IPO Update: PharmEasy Parent Gets SEBI Nod for Rs.6,250 Crore IPO

IPO Update: PharmEasy Parent Gets SEBI Nod for Rs.6,250 Crore IPO

SANDEEP KUMAR | Feb 24, 2022 |

IPO Update: PharmEasy Parent Gets SEBI Nod for Rs.6,250 Crore IPO

IPO Update: PharmEasy Parent Gets SEBI Nod for Rs.6,250 Crore IPO

The Parent Company of PharmEasy, API Holdings, has received approval from India’s securities regulator, the Securities and Exchange Board of India, for the online pharmacy’s initial public offering.

API Holdings, based in Mumbai, filed draught IPO papers in November in order to raise Rs 6,250 crore through the sale of primary shares. Existing shareholders have no plans to sell their stock. The company API Holdings owns an umbrella of brands including PharmEasy, Thyrocare, Docon, Retailio, and Aknamed.

In the Rs 2,635.22 Crore pre IPO round in October, the online pharmacy start-up was valued at $5.6 billion (Rs 42,197.79 crore).

PharmEasy, which was founded in 2015 by Dharmil Sheth and Dhaval Shah, claims to connect more than 60,000 pharmacies and 4,000 doctors in 16,000 zip areas across the country.

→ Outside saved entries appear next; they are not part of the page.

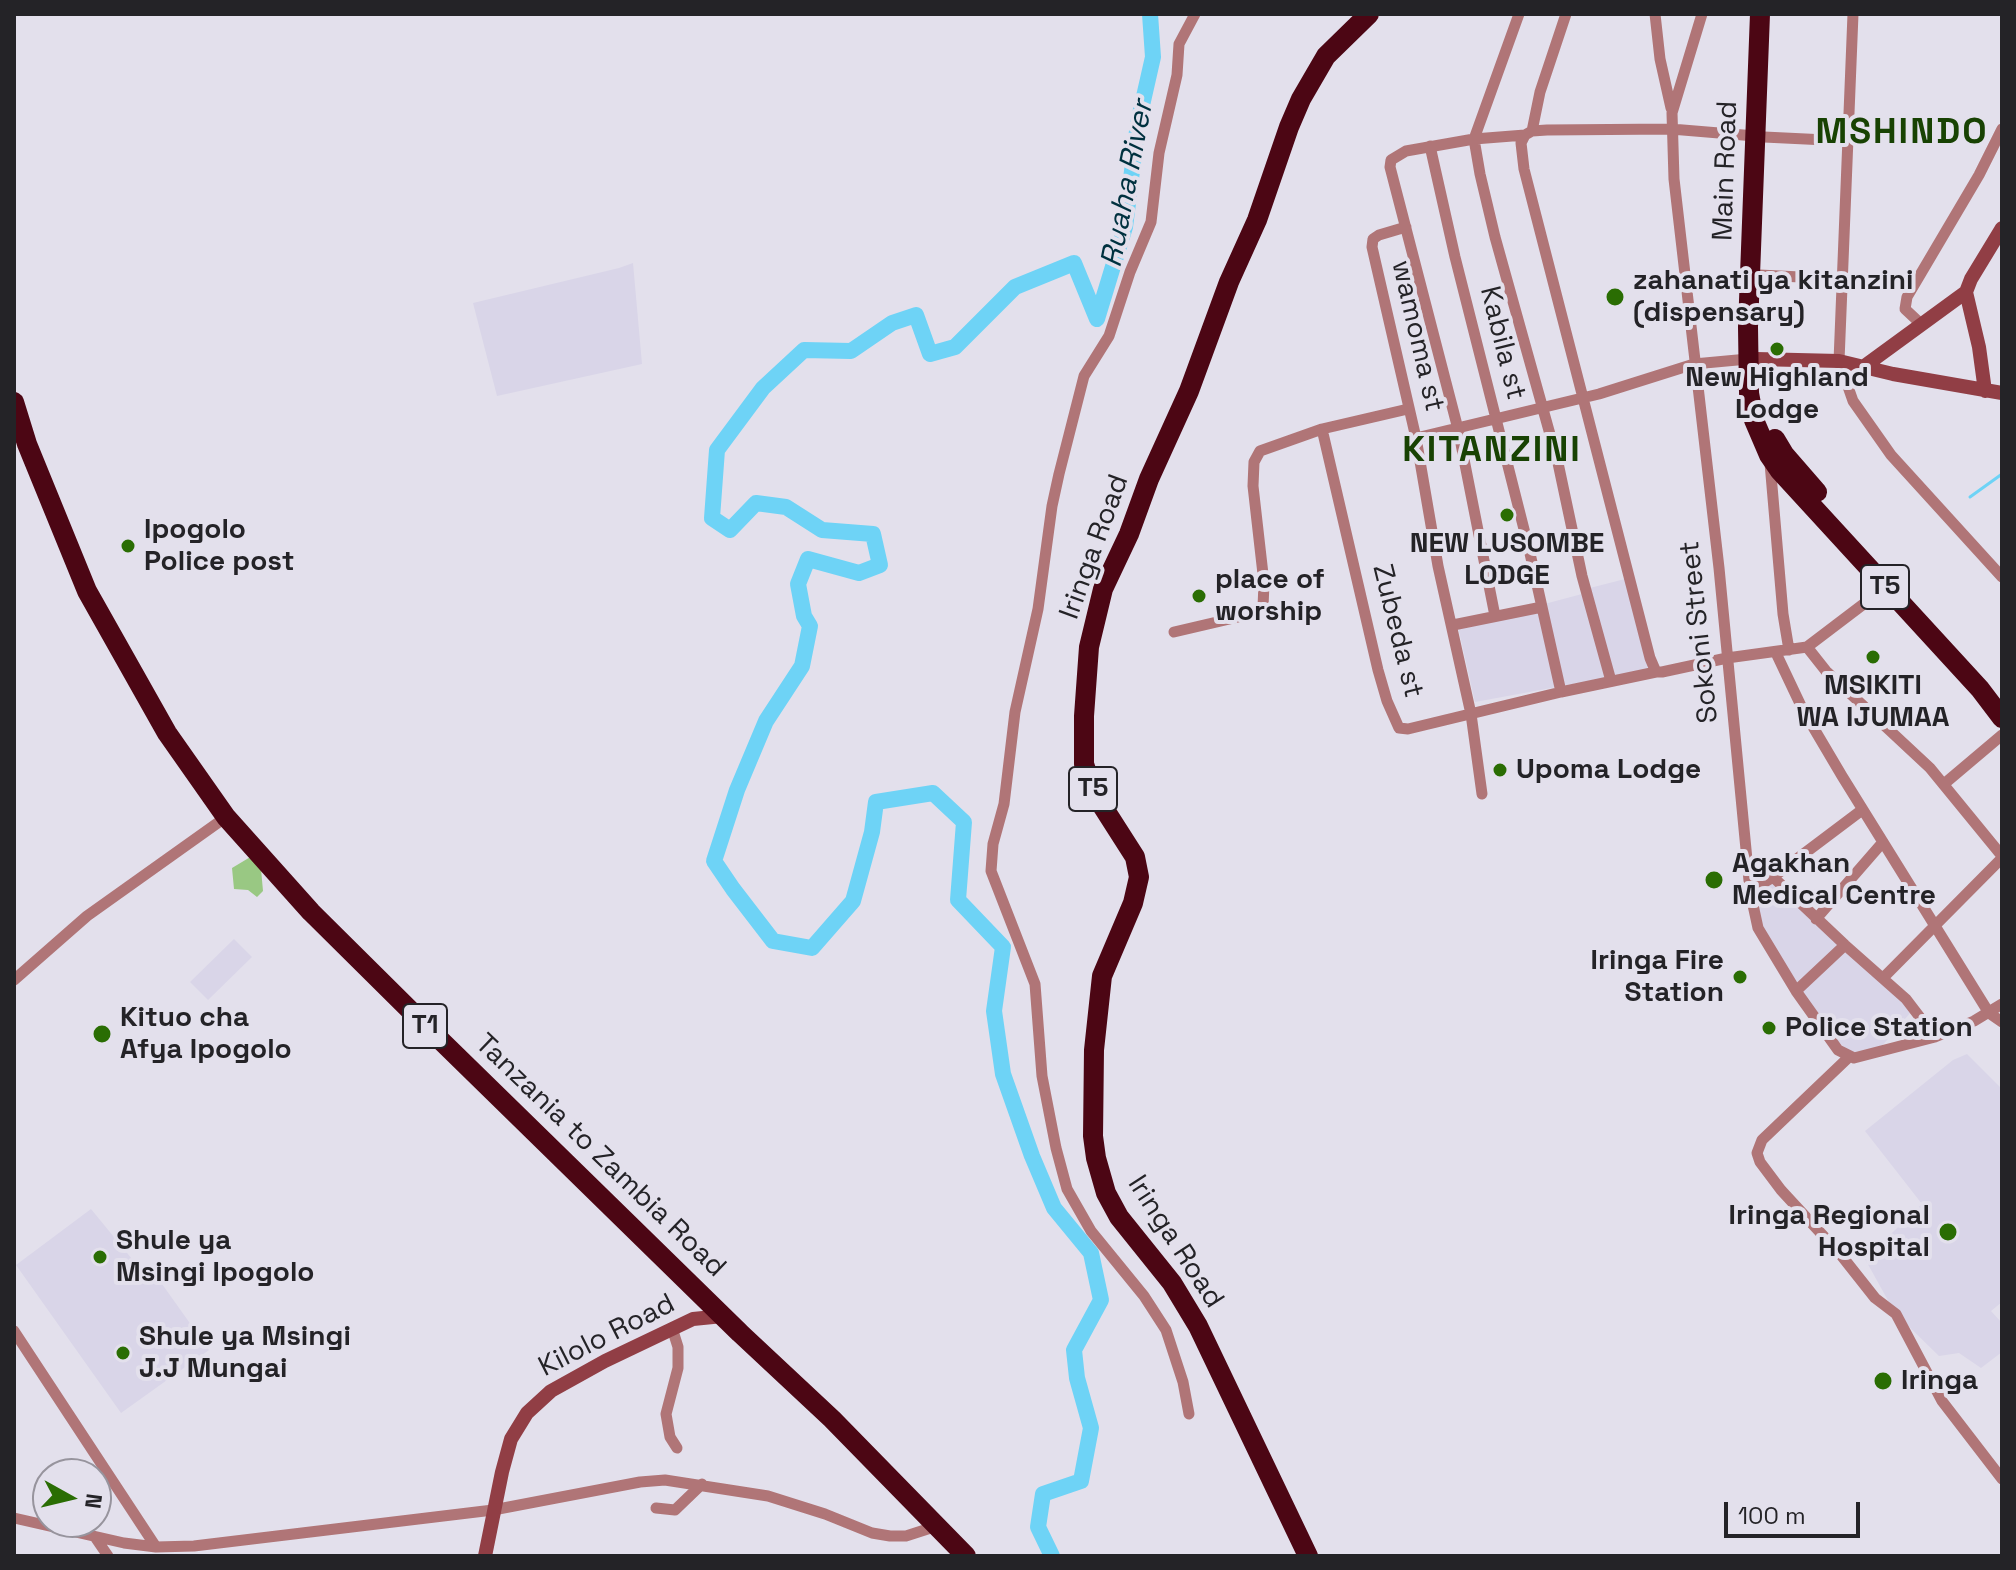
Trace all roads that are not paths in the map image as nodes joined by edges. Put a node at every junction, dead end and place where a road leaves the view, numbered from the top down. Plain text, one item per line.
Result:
1 (1195, 14) edge
2 (1369, 14) edge
3 (1519, 14) edge
4 (1566, 14) edge
5 (1655, 14) edge
6 (1702, 14) edge
7 (1760, 14) edge
8 (1769, 14) edge
9 (1853, 14) edge
10 (1672, 113) junction
11 (1671, 129) junction
12 (2002, 129) edge
13 (1529, 133) junction
14 (1760, 137) junction
15 (1474, 139) junction
16 (1847, 141) junction
17 (1430, 146) junction
18 (1406, 227) junction
19 (2002, 228) edge
20 (1759, 275) junction
21 (1842, 279) junction
22 (1966, 292) junction
23 (1921, 324) junction
24 (1752, 359) junction
25 (1839, 361) junction
26 (1694, 364) junction
27 (1866, 365) junction
28 (1985, 391) junction
29 (2002, 393) edge
30 (1583, 397) junction
31 (1541, 407) junction
32 (1408, 409) junction
33 (15, 411) edge
34 (1497, 419) junction
35 (1322, 429) junction
36 (1458, 429) junction
37 (1416, 438) junction
38 (1775, 452) junction
39 (2002, 577) edge
40 (1886, 587) junction
41 (1542, 607) junction
42 (1495, 616) junction
43 (1453, 625) junction
44 (1174, 632) dead end
45 (1807, 647) junction
46 (1789, 650) junction
47 (1776, 653) junction
48 (1727, 658) junction
49 (1656, 672) junction
50 (1611, 681) junction
51 (1561, 692) junction
52 (2002, 701) edge
53 (1471, 714) junction
54 (2002, 718) edge
55 (2002, 735) edge
56 (1944, 784) junction
57 (1482, 794) dead end
58 (1862, 810) junction
59 (226, 817) junction
60 (1883, 842) junction
61 (2002, 857) edge
62 (1773, 877) junction
63 (1750, 891) junction
64 (1816, 919) junction
65 (1935, 925) junction
66 (1845, 945) junction
67 (1883, 978) junction
68 (14, 980) edge
69 (1796, 991) junction
70 (2002, 1004) edge
71 (1989, 1013) junction
72 (2002, 1022) edge
73 (1935, 1037) junction
74 (1850, 1056) junction
75 (723, 1316) junction
76 (672, 1328) junction
77 (14, 1331) edge
78 (1189, 1414) dead end
79 (677, 1448) dead end
80 (2002, 1479) edge
81 (702, 1484) junction
82 (656, 1508) dead end
83 (493, 1510) junction
84 (937, 1526) junction
85 (96, 1538) edge
86 (101, 1538) edge
87 (156, 1547) junction
88 (108, 1556) edge
89 (485, 1556) edge
90 (966, 1556) edge
91 (1308, 1556) edge

1 - 78 street
2 - 91 highway, Iringa Road / T5
3 - 15 street
4 - 13 street
5 - 10 street
6 - 10 street, Sokoni Street
7 - 14 highway, Main Road / T5
8 - 14 highway, T5
9 - 16 street
10 - 11 street, Sokoni Street
11 - 13 street
11 - 14 street
11 - 26 street, Sokoni Street
12 - 23 street
13 - 15 street
13 - 30 street
14 - 16 street
14 - 20 highway, T5
14 - 24 highway, Main Road / T5
15 - 17 street
15 - 31 street
16 - 21 street
17 - 18 street
17 - 34 street, Kabila st
18 - 32 street, wamoma st
18 - 36 street
19 - 22 street
20 - 21 street
20 - 24 highway, T5
21 - 25 street
22 - 23 street
22 - 28 street
23 - 27 street
24 - 25 street
24 - 26 street
24 - 38 highway, T5
25 - 27 street
25 - 39 street
26 - 30 street
26 - 48 street, Sokoni Street
27 - 28 street
28 - 29 street
30 - 31 street
30 - 49 street
31 - 34 street
31 - 50 street
32 - 35 street
32 - 37 street, wamoma st
33 - 59 highway, Tanzania to Zambia Road / T1
34 - 36 street
34 - 41 street, Kabila st
35 - 44 street
35 - 53 street, Zubeda st
36 - 37 street
36 - 42 street
37 - 43 street, wamoma st
38 - 40 highway, T5
38 - 46 street
38 - 52 highway, T5
40 - 45 street
40 - 54 highway, T5
41 - 42 street
41 - 51 street, Kabila st
42 - 43 street
43 - 53 street, wamoma st
45 - 46 street, Zubeda st
45 - 56 street
46 - 47 street, Zubeda st
47 - 48 street, Zubeda st
47 - 58 street
48 - 49 street, Zubeda st
48 - 63 street, Sokoni Street
49 - 50 street, Zubeda st
50 - 51 street, Zubeda st
51 - 53 street, Zubeda st
53 - 57 street, wamoma st
55 - 56 street
56 - 61 street
58 - 60 street
58 - 62 street
59 - 68 street
59 - 75 highway, Tanzania to Zambia Road / T1
60 - 64 street
60 - 65 street
61 - 65 street
62 - 63 street
62 - 64 street
63 - 69 street, Sokoni Street
64 - 66 street
65 - 67 street
65 - 71 street
66 - 67 street
66 - 69 street
67 - 73 street
69 - 74 street, Sokoni Street
70 - 71 street
71 - 72 street
71 - 73 street
73 - 74 street
74 - 80 street
75 - 76 street, Kilolo Road
75 - 84 highway, Tanzania to Zambia Road / T1
76 - 79 street
76 - 83 street, Kilolo Road
77 - 87 street
81 - 82 street
81 - 83 street
81 - 84 street
83 - 87 street
83 - 89 street, Kilolo Road
84 - 90 highway, Tanzania to Zambia Road / T1
85 - 88 street
86 - 87 street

In addition, the startup claims to have served over 20 million consumers.

The company is a fully integrated, end-to-end healthcare provider that offers digital tools and information on sickness and wellness to consumers, as well as teleconsultation, diagnostics and radiological tests, and treatment protocols, including products and devices.

The start-up also intends to make a pre-IPO placement offer for an amount not exceeding Rs 1,250 crore, which will be done in conjunction with the book running lead managers. The issue size will be lowered by the amount raised from the pre-IPO placement and the minimum issue size if the pre-IPO placement is done.

As per the company’s DHRP in Nov 2021, “The issue so reduced by the amount raised from the pre-IPO placement shall constitute at least 10% of the post-issue paid-up equity share capital of our company,”

During the financial year ended March 31, 2021, the pharmacy start-up reported revenues of Rs 2,335.26 crore, up from Rs 667.54 crore in FY20. In FY21, it lost Rs 641.33 crore, compared to Rs 335.27 crore in FY20.

PharmEasy has raised over $1.2 billion in equity and loan funding to date, with its most recent major acquisition being the $600-million purchase of diagnostics chain Thyrocare in June of this year.

According to PharmEasy, there is no known promoter. Naspers, a South African Internet holding company, and Temasek, a Singaporean investment corporation, are two of its top shareholders, with 12.04 percent and 10.8 percent shares, respectively.

A recent analysis by Bernstein Research, PharmEasy has half of the market share in online pharmacy gross merchandise value, compared to 1mg, which is owned by Tata, and Netmeds, which is owned by Reliance Industries.

The Sebi’s approval for PharmEasy parent’s IPO comes at a time when new-age businesses’ share values have been steadily declining since going public last year. During trading hours on Monday, Paytm, Nykaa, Policybazaar, and CarTrade all hit new lows. One97 Communications, the parent company of Paytm, has lost more than 60% of its value since its high, while Nykaa has lost 42% of its value.

The IPO’s main bankers include Morgan Stanley India, BoFA Securities India, Kotak Mahindra Capital, JM Financial, and Citigroup Global Markets India.

In April 2021, PharmEasy became the first unicorn in the online pharmacy start-up market.

The market regulator expects the robust pace in India’s initial public offering (IPO) market to continue, as two more companies, Wellness Forever Medicare Ltd and CMR Green Technologies Ltd, have received approval.